→ Exercise details: Go through the records that follow and tally the lines with "above" in them; answer with the number alone.

→ Collected data entries:
⟨

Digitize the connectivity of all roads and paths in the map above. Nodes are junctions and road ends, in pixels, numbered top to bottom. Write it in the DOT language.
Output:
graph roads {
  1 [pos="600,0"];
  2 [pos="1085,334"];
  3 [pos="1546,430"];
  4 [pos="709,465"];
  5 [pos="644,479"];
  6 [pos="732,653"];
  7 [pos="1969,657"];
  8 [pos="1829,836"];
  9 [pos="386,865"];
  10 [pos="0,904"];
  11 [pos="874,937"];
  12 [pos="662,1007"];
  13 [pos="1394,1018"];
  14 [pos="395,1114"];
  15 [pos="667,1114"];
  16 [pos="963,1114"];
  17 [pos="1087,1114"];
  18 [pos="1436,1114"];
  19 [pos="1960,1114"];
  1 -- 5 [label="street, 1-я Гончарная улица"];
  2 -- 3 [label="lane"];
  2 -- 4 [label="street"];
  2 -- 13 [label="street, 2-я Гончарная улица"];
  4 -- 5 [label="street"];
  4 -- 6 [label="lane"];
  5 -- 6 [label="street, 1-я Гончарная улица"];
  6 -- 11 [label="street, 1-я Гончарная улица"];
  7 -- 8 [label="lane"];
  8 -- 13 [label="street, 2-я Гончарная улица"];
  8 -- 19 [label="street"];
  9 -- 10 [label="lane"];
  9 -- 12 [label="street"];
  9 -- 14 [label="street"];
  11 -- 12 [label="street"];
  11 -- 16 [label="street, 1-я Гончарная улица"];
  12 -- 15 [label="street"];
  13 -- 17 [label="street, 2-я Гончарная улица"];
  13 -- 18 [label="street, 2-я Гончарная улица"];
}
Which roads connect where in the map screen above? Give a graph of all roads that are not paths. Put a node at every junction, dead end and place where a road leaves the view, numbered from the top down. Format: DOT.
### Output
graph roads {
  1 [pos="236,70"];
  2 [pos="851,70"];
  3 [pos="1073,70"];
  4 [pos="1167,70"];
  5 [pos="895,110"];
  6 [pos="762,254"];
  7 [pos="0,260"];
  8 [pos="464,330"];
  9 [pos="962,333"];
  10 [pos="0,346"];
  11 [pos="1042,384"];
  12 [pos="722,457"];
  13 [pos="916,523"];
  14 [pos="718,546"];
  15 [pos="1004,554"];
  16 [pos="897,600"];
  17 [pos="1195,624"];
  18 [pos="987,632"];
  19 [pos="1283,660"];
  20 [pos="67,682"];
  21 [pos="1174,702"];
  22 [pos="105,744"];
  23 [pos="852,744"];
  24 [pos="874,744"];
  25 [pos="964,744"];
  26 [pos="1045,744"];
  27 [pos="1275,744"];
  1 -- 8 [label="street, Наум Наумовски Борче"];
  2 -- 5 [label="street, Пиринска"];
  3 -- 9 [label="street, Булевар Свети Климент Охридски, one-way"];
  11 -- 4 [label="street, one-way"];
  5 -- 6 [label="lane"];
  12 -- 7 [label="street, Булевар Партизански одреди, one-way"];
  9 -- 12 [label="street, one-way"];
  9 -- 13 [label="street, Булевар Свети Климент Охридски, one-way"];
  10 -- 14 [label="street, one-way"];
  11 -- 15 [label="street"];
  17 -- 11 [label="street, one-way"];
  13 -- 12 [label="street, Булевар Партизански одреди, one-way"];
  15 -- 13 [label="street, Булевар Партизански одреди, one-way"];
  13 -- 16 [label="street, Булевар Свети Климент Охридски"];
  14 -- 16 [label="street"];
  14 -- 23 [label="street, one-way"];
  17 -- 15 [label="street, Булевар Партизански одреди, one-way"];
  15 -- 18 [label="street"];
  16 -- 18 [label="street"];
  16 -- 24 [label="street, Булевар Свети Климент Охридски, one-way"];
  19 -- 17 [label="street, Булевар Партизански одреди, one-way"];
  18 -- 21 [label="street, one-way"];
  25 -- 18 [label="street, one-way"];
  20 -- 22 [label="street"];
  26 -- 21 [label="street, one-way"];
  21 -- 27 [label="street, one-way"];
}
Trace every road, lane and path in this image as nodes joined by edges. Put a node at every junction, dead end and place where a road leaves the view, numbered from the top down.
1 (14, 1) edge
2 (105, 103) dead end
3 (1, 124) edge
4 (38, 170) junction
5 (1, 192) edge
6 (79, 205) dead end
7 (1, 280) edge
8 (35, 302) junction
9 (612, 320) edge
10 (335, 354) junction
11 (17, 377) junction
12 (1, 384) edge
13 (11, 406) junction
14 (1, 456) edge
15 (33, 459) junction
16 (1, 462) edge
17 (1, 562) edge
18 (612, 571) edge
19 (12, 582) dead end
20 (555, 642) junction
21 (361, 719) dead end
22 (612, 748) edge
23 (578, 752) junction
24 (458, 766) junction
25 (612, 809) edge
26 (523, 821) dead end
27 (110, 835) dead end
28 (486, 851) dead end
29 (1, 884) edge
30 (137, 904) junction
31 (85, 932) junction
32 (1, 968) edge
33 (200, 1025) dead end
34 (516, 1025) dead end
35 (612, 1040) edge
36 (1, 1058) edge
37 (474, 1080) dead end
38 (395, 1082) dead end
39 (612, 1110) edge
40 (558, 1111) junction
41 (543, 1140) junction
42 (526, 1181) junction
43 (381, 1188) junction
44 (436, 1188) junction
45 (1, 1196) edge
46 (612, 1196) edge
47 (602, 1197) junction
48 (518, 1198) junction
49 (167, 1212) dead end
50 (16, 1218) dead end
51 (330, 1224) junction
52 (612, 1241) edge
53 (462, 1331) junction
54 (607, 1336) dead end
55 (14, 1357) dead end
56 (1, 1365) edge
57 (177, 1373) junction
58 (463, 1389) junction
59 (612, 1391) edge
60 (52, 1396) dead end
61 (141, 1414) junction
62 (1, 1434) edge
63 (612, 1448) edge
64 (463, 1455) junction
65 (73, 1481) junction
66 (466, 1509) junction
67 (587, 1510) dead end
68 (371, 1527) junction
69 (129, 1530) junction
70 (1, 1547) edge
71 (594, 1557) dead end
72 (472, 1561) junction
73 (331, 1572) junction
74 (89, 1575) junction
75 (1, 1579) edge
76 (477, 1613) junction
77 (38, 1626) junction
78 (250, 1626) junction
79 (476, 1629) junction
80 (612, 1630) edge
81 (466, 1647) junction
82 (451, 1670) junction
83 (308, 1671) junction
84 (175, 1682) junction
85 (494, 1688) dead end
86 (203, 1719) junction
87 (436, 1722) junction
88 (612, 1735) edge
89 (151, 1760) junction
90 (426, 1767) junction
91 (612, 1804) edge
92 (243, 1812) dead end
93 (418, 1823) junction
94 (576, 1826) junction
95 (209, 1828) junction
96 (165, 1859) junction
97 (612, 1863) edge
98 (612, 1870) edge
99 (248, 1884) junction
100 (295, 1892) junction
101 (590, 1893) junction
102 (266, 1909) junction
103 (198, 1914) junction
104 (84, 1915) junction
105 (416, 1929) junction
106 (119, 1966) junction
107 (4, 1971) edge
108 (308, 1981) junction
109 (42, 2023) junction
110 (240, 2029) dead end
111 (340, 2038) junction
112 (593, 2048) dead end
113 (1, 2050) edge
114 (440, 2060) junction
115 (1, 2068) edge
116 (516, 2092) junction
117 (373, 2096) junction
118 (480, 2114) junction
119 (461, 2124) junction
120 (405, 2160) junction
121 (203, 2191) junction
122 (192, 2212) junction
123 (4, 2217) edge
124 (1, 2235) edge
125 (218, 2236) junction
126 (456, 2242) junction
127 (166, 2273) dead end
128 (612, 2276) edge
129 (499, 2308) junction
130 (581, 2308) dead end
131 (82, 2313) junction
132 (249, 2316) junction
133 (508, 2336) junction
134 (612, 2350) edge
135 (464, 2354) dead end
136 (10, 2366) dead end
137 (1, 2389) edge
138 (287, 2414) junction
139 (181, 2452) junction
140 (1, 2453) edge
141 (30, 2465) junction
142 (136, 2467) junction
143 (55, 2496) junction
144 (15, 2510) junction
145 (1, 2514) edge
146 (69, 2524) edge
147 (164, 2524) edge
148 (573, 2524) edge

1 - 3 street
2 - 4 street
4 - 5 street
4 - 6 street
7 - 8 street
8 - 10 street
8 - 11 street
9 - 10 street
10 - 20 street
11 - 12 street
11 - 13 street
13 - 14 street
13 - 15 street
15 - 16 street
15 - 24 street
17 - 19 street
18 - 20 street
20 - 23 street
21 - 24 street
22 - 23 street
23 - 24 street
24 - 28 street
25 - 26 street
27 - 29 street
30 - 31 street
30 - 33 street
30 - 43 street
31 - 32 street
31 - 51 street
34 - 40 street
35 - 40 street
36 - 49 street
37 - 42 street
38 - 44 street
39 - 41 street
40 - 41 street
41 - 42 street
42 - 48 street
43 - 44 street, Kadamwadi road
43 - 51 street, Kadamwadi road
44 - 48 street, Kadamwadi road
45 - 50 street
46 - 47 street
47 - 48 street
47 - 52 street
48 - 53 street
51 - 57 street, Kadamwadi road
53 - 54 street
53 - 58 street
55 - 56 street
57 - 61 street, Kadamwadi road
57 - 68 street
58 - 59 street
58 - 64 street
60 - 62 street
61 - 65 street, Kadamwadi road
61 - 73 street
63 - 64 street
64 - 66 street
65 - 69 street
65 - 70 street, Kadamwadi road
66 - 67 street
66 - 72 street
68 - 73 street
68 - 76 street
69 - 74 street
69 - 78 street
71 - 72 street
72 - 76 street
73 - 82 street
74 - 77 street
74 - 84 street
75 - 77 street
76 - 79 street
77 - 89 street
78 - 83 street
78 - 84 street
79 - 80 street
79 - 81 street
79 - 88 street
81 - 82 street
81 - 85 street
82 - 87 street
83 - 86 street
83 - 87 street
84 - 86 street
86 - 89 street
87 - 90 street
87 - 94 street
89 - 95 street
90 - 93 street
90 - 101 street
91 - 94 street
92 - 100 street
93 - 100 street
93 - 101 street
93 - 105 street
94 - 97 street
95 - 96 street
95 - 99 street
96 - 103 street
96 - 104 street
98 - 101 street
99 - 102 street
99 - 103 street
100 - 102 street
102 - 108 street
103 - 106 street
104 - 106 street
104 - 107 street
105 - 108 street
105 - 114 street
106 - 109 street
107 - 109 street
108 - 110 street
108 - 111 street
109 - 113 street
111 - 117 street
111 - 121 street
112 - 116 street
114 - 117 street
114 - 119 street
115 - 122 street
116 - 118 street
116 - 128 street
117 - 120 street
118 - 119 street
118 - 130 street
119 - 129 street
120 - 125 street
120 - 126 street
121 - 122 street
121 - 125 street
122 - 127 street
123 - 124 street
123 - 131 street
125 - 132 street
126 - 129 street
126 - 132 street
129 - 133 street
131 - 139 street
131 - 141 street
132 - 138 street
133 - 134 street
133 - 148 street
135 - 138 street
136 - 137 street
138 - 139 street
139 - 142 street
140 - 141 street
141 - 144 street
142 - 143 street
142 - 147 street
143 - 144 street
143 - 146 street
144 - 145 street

⟩

→ Answer to this exercise: 2